Comme il l’a fait pendant le dialogue inter-Maliens avec les propositions préliminaires, Dr Aly Tounkara, expert sur les questions de défense, de sécurité et de paix au Centre des études sécuritaires et stratégiques au Sahel (CE3S) se prononcent ici sur les recommandations qui ont sanctionné ces assises pour la paix et la réconciliation nationale.
D’entrée de jeu, le chercheur dira que les recommandations issues du dialogue inter-Maliens sont d’une lecture plurielle. Selon Dr Aly Tounkara, la pluralité de lecture réside dans les termes de référence qui ont sous-tendu les différentes discussions, la manière dont les échanges ont été menés dans les échelles communale, régionale et du District de Bamako. Au niveau des différentes recommandations formulées par les participants, certaines d’entre elles sont en déphasage avec les différents objectifs assignés à ce dialogue inter-Maliens. Il s’agit par exemple du fait d’élever les Colonels au grade de Général, de l’hypothèse de la candidature du président de la Transition qui sont des éléments qui n’ont pas de liens factuels avec les termes de référence élaborés pour conduire ce dialogue.

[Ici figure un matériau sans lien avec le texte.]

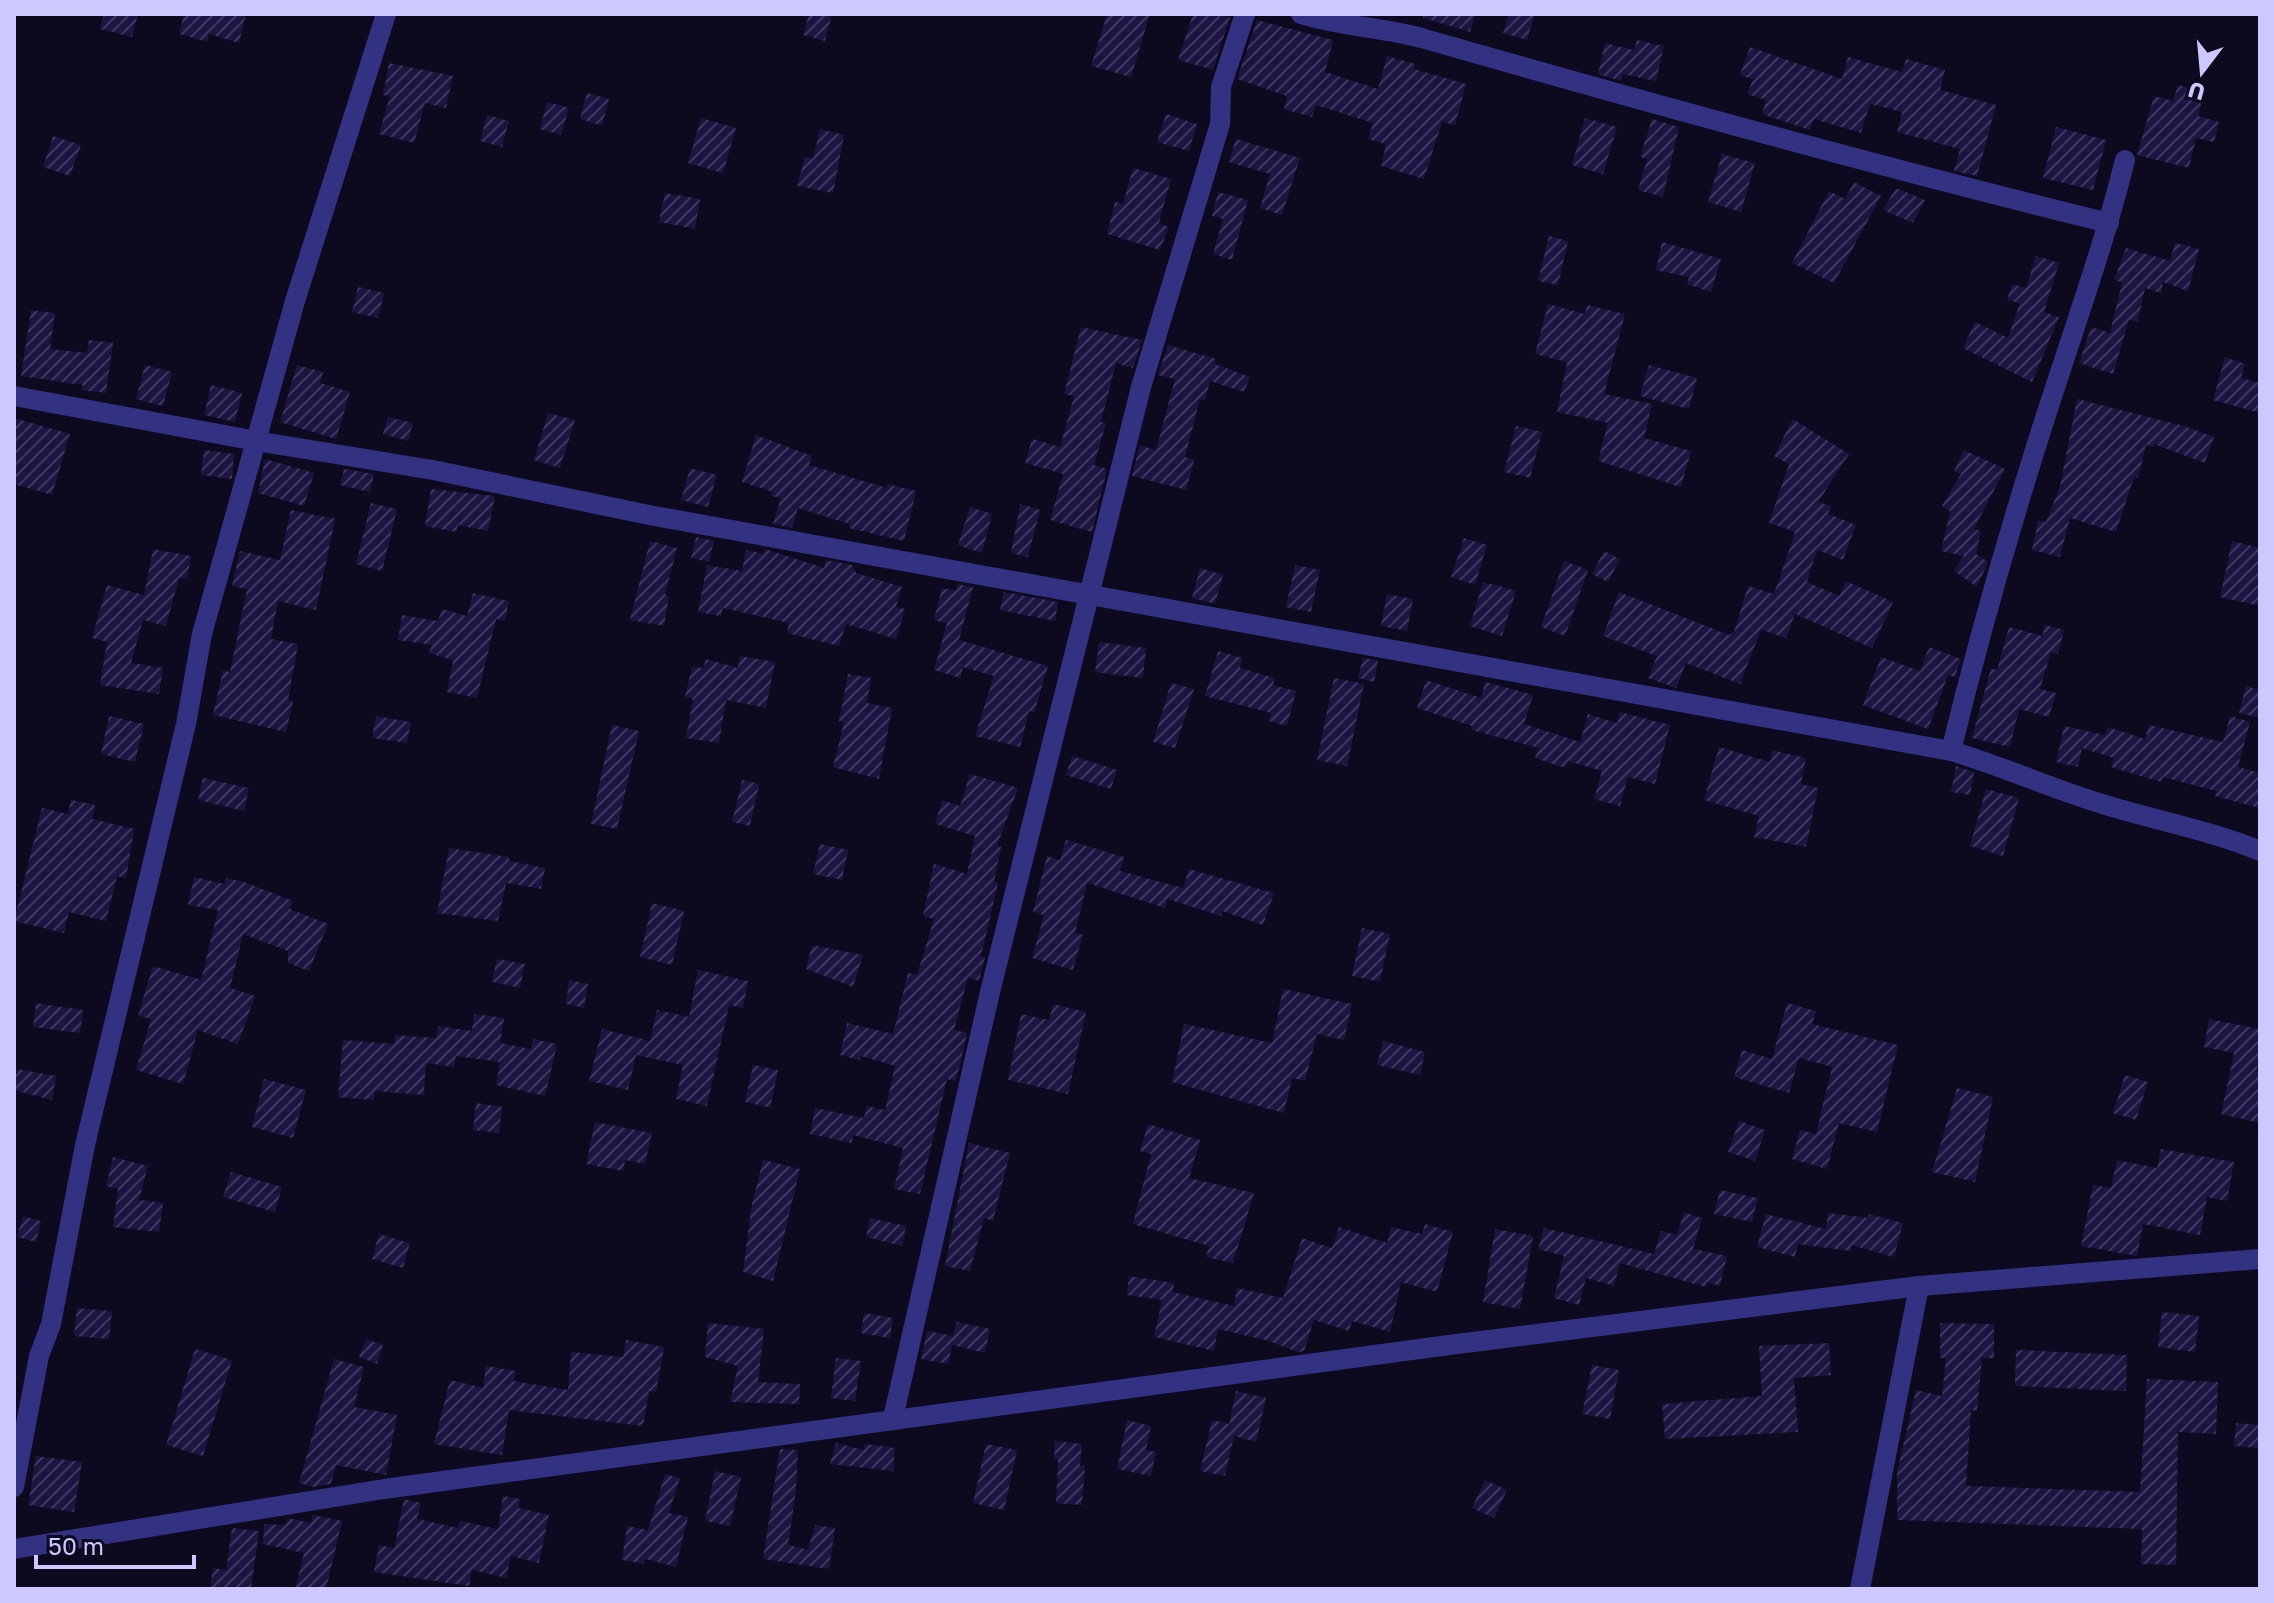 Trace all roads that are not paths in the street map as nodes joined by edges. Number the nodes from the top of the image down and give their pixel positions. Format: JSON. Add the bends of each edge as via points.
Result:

Concernant l’atteinte ou non des objectifs du dialogue, Dr Aly Tounkara dira que cela dépend de la grille de lecture. Selon lui, lorsqu’on est en phase avec les objectifs réellement fixés dans les termes de référence, on peut difficilement parler d’une atteinte conforme et cohérente des objectifs assignés à ce dialogue inter-Maliens. Mais lorsqu’on porte d’autres lunettes de lecture, on se rend compte qu’on est allé au-delà même des objectifs assignés à ce dialogue. D’après Dr Tounkara, la lecture objective des recommandations issues du dialogue inter-Maliens montre que les différences entre ce dialogue et les assises précédentes sont marginales. Les questions de gouvernance, de charte des partis politiques en passant par la question de redevabilité, la lutte contre les pratiques corruptives, la question de la justice et de l’éducation sont des aspects qui ont été longuement abordées par des dialogues antérieurs. Les Assises nationales de la refondation, la conférence d’entente nationale et d’autres fora ont eu toute la latitude d’amorcer ces aspects consignés dans le rapport final du dialogue inter-Maliens, rappelle Aly Tounkara. Il dira que qu’il a été question depuis la conférence d’entente nationale de déclencher un dialogue substantiel avec les groupes terroristes au référentiel musulman. Mais la nouveauté qu’il trouve avec ce dialogue est que cette fois-ci, les assises ont mis le focus sur la dimension idéologique de ce dialogue. D’après le chercheur, il s’agit de déclencher un dialogue doctrinaire qui va être arguments religieux contre arguments religieux afin de permettre à ce qui se battent au nom de l’Islam de déconstruire leurs argumentaires afin d’asseoir une compréhension beaucoup plus nuancée, partagée et acceptée de l’Islam. Cette nouveauté dans ce dialogue est à saluer en termes d’innovation et d’approche, souligne Aly Tounkara. Pour lui, la question de grade des Colonels au pouvoir, celle de la possibilité de la candidature du président Goïta, de la durée de la Transition sont des éléments à l’analyse qui laissent entendre que les objectifs initiaux assignés à ce dialogue ont été falsifiés et ont connu des mutations qui ne riment pas avec l’esprit des termes de référence. Ce sont des questions qui n’ont pas été consignées dans les termes de référence mais qui restent quand même des préoccupations. Et le mérite revient à ce dialogue de les avoir tranchées même si ces questions n’avaient aucun lien avec les termes de référence.